SW: Our charter is both. Asia probably has a little bit more growth opportunity as new projects are in the works. Vietnam is coming up. We’re talking with Cambodia but haven’t placed product there; we’re talking to Malaysia. As a company we’re still quite new to Asia. We’ve put some machines in the Korean testing lab to at least be considered for the next round of bidding.
So Asia from a market growth potential is pretty good, but the US market is obviously 10 times bigger on a total unit install basis. What we’re doing now is running around doing regulatory license applications. We got the Nevada license two years ago, we’ve got several tribes in California, Arizona, Florida – we’re just moving around to the markets that are sizeable and accessible.
BB: What is the biggest challenge for Sega Sammy Creation in Asia?
SW: We did a pivot with Asia in regards to that multi-player station game we didn’t quite get right, so we came back with a standalone version. Our “Baccarat Maximum Fortune” has over 100 units installed in Macau now, which was on trial, and all of those have now converted to sale. Those are doing quite well. We’ve placed them in the Philippines right at the end of the calendar year, and we’ve even started placing them in Las Vegas because some of the casinos have an Asian corner with baccarat and sic bo, so the game addresses that need.
One thing we introduced was an option that allows the player to create their own history card, because they can be quite superstitious in Asia, so we allow players to cycle through the RNG without actually wagering and hit it two or three times, 10 times, whatever they want, and see what that cycle looks like.
Then they can decide based on their superstitions when the right time is to bet. I think allowing the player to generate that histogram is the thing that has made this game quite popular in Macau.
The other thing we’re doing in Asia: as you know linked progressives are ubiquitous – especially in the Philippines – and a lot of these linked progressive games are quite popular. We’ve got a link that is just being released now called Volcano Link with a couple of titles underneath.
Then in our product development line-up we have a series of linked games that we will release one by one in the coming months, so as an operator you can be confident that you will always have content without having huge changes to your floor. You could either just upgrade those, or if you like one link you can just add the second link. So in addition to standalone game development we are doing this series of linked progressives with that bonus link.
We also have a couple of standalone games in the pipeline that we plan to roll out every quarter.
BB: Is that still the plan given the COVID-19 pandemic? Will you have to alter those timelines?
SW: Yeah, I was in Japan just before they closed down the world, and I talked with our CFO and President who are both very concerned about the state of the world and the state of business in general.
Sega Sammy will not be immune to what this will do from a business perspective, but both were very confident in our financial status and our ability to weather this storm. Both said, “Look, this is the time for us to keep going.”

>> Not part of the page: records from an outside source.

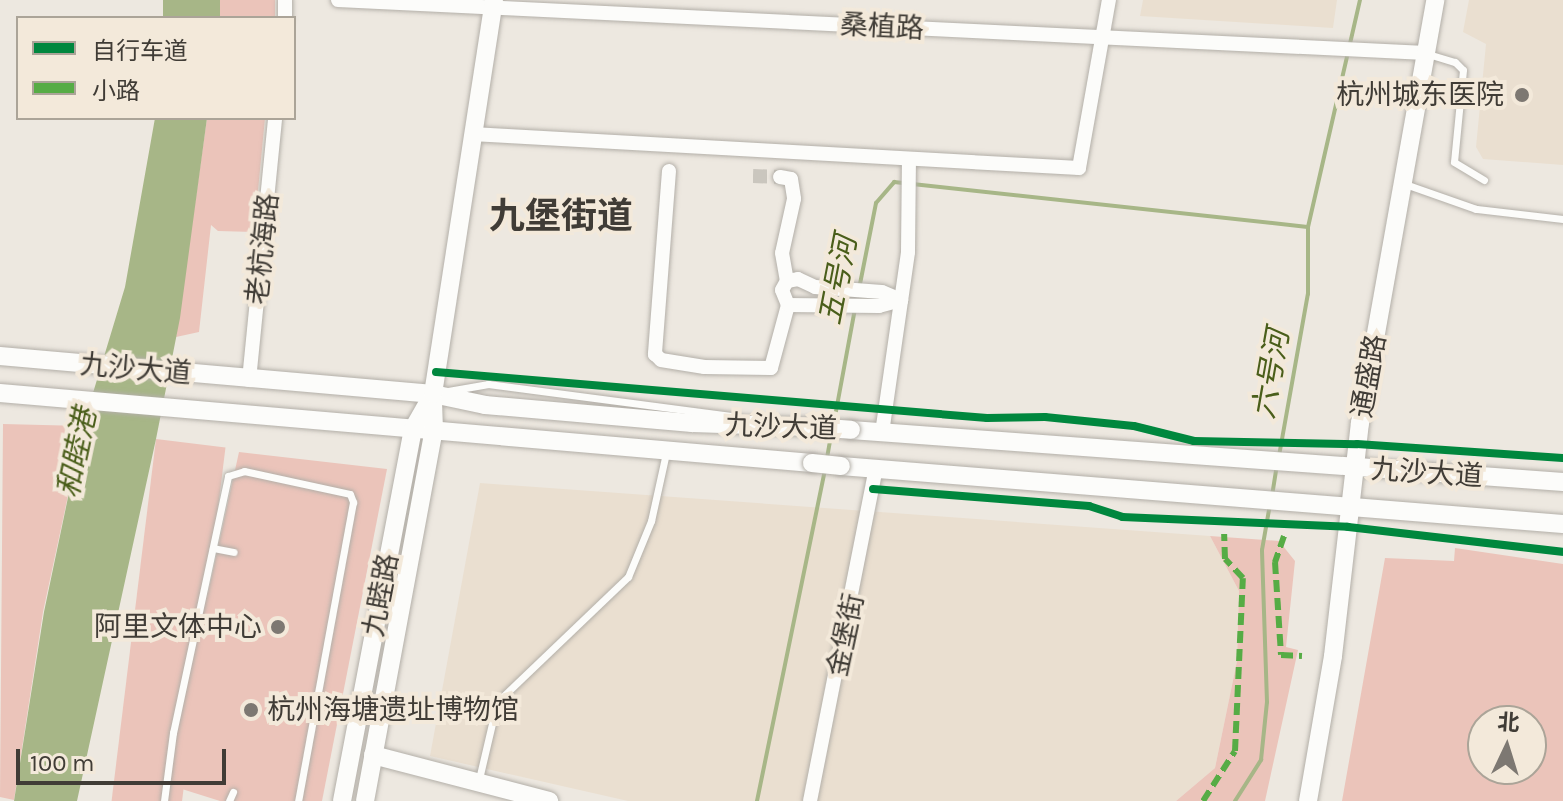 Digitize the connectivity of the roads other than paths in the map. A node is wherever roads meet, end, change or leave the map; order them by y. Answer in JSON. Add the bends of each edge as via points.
{"nodes":[{"id":1,"x":338,"y":0,"type":"edge"},
{"id":2,"x":1109,"y":0,"type":"edge"},
{"id":3,"x":1435,"y":0,"type":"edge"},
{"id":4,"x":494,"y":4,"type":"edge"},
{"id":5,"x":1102,"y":37,"type":"junction"},
{"id":6,"x":1426,"y":53,"type":"junction"},
{"id":7,"x":275,"y":120,"type":"edge"},
{"id":8,"x":472,"y":134,"type":"junction"},
{"id":9,"x":909,"y":159,"type":"junction"},
{"id":10,"x":669,"y":171,"type":"dead end"},
{"id":11,"x":780,"y":177,"type":"dead end"},
{"id":12,"x":1484,"y":180,"type":"dead end"},
{"id":13,"x":1403,"y":183,"type":"junction"},
{"id":14,"x":1563,"y":219,"type":"edge"},
{"id":15,"x":787,"y":281,"type":"junction"},
{"id":16,"x":848,"y":297,"type":"junction"},
{"id":17,"x":901,"y":300,"type":"junction"},
{"id":18,"x":788,"y":305,"type":"junction"},
{"id":19,"x":0,"y":356,"type":"edge"},
{"id":20,"x":249,"y":380,"type":"junction"},
{"id":21,"x":0,"y":393,"type":"edge"},
{"id":22,"x":433,"y":394,"type":"junction"},
{"id":23,"x":413,"y":429,"type":"junction"},
{"id":24,"x":434,"y":430,"type":"junction"},
{"id":25,"x":882,"y":433,"type":"junction"},
{"id":26,"x":667,"y":451,"type":"junction"},
{"id":27,"x":876,"y":468,"type":"junction"},
{"id":28,"x":1354,"y":468,"type":"junction"},
{"id":29,"x":1563,"y":482,"type":"edge"},
{"id":30,"x":1350,"y":507,"type":"junction"},
{"id":31,"x":1563,"y":524,"type":"edge"},
{"id":32,"x":213,"y":548,"type":"junction"},
{"id":33,"x":234,"y":552,"type":"dead end"},
{"id":34,"x":373,"y":755,"type":"junction"},
{"id":35,"x":478,"y":782,"type":"junction"},
{"id":36,"x":233,"y":792,"type":"dead end"},
{"id":37,"x":164,"y":801,"type":"edge"},
{"id":38,"x":229,"y":801,"type":"edge"},
{"id":39,"x":298,"y":801,"type":"edge"},
{"id":40,"x":342,"y":801,"type":"edge"},
{"id":41,"x":365,"y":801,"type":"edge"},
{"id":42,"x":549,"y":801,"type":"edge"},
{"id":43,"x":810,"y":801,"type":"edge"},
{"id":44,"x":1308,"y":801,"type":"edge"}],
"edges":[{"from":1,"to":4,"type":"street","name":"桑植路"},
{"from":2,"to":5,"type":"street"},
{"from":3,"to":6,"type":"main road","name":"通盛路"},
{"from":4,"to":5,"type":"street","name":"桑植路"},
{"from":4,"to":8,"type":"main road","name":"九睦路"},
{"from":5,"to":6,"type":"street","name":"桑植路"},
{"from":5,"to":9,"type":"street","via":[[1079,168]]},
{"from":6,"to":12,"type":"lane","via":[[1463,70],[1454,162]]},
{"from":6,"to":13,"type":"main road","name":"通盛路"},
{"from":7,"to":20,"type":"street","name":"老杭海路"},
{"from":8,"to":9,"type":"street"},
{"from":8,"to":22,"type":"main road","name":"九睦路"},
{"from":9,"to":17,"type":"street","via":[[911,209]]},
{"from":10,"to":18,"type":"street","via":[[655,354],[704,367],[771,368]]},
{"from":11,"to":15,"type":"street","via":[[791,179],[794,199],[782,253]]},
{"from":13,"to":14,"type":"lane","via":[[1476,209]]},
{"from":13,"to":28,"type":"main road","name":"通盛路"},
{"from":15,"to":16,"type":"street"},
{"from":15,"to":18,"type":"street","via":[[782,290]]},
{"from":16,"to":17,"type":"street"},
{"from":16,"to":18,"type":"street"},
{"from":17,"to":25,"type":"street"},
{"from":19,"to":20,"type":"main road","name":"九沙大道"},
{"from":20,"to":22,"type":"main road","name":"九沙大道"},
{"from":21,"to":23,"type":"main road","name":"九沙大道"},
{"from":22,"to":23,"type":"main road","name":"九睦路"},
{"from":22,"to":24,"type":"main road","name":"九睦路"},
{"from":22,"to":25,"type":"main road","name":"九沙大道","bridge":true,"via":[[485,405],[660,421]]},
{"from":23,"to":24,"type":"main road","name":"九沙大道"},
{"from":23,"to":40,"type":"main road","name":"九睦路"},
{"from":24,"to":26,"type":"main road","name":"九沙大道"},
{"from":24,"to":34,"type":"main road","name":"九睦路"},
{"from":25,"to":28,"type":"main road","name":"九沙大道"},
{"from":26,"to":27,"type":"main road","name":"九沙大道","bridge":true},
{"from":26,"to":35,"type":"lane","via":[[651,521],[628,577],[497,702]]},
{"from":27,"to":30,"type":"main road","name":"九沙大道"},
{"from":27,"to":43,"type":"street","name":"金堡街"},
{"from":28,"to":29,"type":"main road","name":"九沙大道"},
{"from":28,"to":30,"type":"main road","name":"通盛路"},
{"from":30,"to":31,"type":"main road","name":"九沙大道"},
{"from":30,"to":44,"type":"main road","name":"通盛路"},
{"from":32,"to":33,"type":"lane"},
{"from":32,"to":37,"type":"lane","via":[[173,733]]},
{"from":32,"to":39,"type":"lane","via":[[228,476],[244,471],[350,494],[353,502]]},
{"from":34,"to":35,"type":"main road"},
{"from":34,"to":41,"type":"main road","name":"九睦路"},
{"from":35,"to":42,"type":"main road"},
{"from":36,"to":38,"type":"lane"}]}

We are continuing to pursue license applications so when things do open up again we can approach more markets. Our R&D game development is not changing at all. We may choose to roll things out at a slightly slower pace because, of course, right now I can’t even ship a machine let alone try to sell one.
The fact that we did have a pipeline of games coming out means now we may have a slight surplus at the end of the year. But at least it gives us some flexibility on how we roll that out.